WHAT YOU NEED TO DO
Each time a line of the listing holds "roads", copy that line.

DATA

==*==

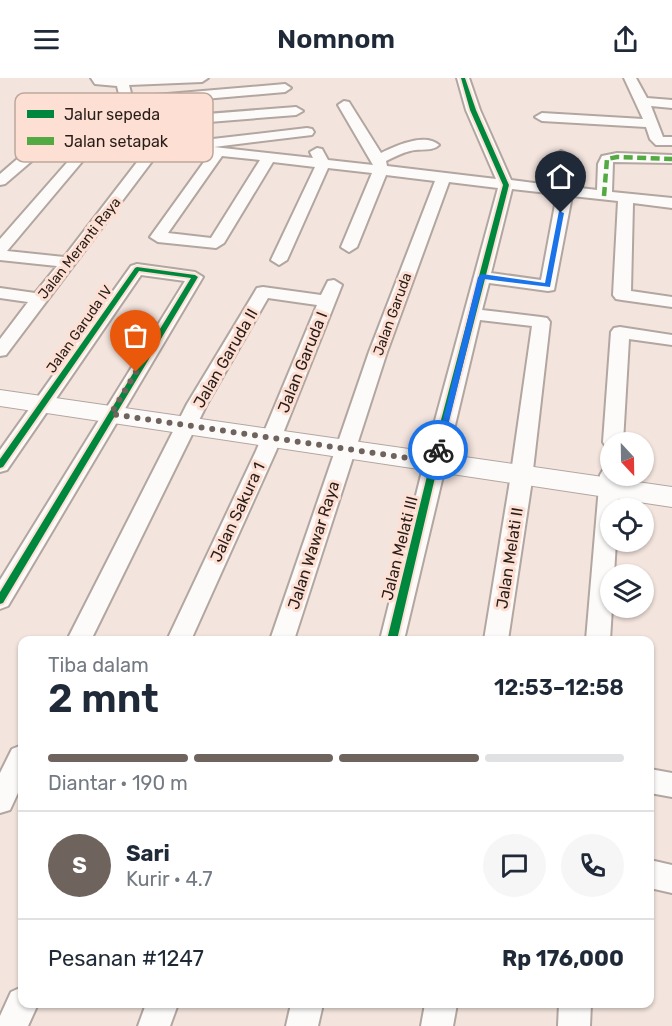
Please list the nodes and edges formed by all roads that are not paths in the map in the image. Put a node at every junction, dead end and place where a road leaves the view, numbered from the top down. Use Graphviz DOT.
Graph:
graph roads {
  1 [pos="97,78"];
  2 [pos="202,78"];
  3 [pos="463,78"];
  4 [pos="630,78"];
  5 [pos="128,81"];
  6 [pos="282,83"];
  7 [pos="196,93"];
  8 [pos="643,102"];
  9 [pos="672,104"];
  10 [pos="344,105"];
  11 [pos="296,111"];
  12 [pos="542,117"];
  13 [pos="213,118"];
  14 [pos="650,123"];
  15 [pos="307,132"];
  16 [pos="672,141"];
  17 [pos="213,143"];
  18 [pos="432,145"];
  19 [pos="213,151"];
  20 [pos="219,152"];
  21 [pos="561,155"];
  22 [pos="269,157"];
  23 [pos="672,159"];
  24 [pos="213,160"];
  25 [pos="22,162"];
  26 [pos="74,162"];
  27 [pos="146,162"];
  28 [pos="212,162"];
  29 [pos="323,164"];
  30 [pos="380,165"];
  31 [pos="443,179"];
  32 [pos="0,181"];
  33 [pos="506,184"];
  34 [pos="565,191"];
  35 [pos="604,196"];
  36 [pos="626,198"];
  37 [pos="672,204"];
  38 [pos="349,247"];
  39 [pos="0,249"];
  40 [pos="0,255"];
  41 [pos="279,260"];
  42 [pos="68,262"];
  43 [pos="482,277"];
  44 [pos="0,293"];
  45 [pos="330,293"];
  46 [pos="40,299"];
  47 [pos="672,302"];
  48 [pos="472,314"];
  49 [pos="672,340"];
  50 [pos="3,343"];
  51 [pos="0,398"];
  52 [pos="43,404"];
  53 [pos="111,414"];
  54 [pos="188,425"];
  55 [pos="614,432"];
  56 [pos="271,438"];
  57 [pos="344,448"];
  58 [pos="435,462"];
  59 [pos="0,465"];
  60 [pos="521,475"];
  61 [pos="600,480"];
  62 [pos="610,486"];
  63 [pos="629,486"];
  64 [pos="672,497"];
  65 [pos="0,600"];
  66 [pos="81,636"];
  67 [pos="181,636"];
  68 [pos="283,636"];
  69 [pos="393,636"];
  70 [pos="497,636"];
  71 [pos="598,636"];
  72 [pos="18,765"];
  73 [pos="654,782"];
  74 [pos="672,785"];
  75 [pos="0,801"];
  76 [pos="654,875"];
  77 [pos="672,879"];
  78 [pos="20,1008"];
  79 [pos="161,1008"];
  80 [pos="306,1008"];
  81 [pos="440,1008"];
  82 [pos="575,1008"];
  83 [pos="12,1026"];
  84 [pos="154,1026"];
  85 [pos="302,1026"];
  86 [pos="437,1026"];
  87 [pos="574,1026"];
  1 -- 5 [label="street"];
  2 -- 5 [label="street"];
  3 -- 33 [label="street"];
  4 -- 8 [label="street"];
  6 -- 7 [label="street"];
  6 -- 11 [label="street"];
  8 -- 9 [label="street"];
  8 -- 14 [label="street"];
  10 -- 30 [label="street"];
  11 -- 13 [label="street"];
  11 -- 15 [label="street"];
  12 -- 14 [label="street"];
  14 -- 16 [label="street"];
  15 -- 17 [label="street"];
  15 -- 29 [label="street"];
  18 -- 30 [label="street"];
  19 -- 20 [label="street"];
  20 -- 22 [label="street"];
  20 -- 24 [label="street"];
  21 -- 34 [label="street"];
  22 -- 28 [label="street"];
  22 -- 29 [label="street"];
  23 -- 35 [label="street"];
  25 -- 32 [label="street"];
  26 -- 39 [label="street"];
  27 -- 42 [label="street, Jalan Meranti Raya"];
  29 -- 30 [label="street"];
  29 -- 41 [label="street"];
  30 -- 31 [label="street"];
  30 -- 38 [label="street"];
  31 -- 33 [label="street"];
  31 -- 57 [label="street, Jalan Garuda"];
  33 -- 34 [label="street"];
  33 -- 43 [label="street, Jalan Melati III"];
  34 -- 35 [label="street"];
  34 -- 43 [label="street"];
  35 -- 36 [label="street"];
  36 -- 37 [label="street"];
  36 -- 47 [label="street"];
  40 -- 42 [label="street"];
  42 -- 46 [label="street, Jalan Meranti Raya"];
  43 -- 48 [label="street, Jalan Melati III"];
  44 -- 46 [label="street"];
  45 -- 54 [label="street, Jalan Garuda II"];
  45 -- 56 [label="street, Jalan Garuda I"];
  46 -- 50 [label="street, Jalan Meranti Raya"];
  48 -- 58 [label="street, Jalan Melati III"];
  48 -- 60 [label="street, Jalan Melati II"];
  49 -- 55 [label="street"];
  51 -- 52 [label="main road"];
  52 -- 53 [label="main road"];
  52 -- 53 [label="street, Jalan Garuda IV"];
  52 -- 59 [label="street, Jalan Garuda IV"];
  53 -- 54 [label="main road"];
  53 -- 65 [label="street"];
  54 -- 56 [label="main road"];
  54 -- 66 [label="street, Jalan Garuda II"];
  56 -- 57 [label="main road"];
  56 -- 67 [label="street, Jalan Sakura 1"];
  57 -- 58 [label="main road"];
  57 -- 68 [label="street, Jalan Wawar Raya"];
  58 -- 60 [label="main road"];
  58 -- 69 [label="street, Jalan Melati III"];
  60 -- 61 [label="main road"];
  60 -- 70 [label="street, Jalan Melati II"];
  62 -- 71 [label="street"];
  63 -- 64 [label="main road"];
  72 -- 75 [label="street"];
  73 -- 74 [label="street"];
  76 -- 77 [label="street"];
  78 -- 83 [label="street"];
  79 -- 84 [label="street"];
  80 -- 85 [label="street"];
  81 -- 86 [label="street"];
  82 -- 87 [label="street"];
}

==*==

RESPONSE AREA
Please list the nodes and edges formed by all roads that are not paths in the map in the image. Put a node at every junction, dead end and place where a road leaves the view, numbered from the top down. Use Graphviz DOT.
graph roads {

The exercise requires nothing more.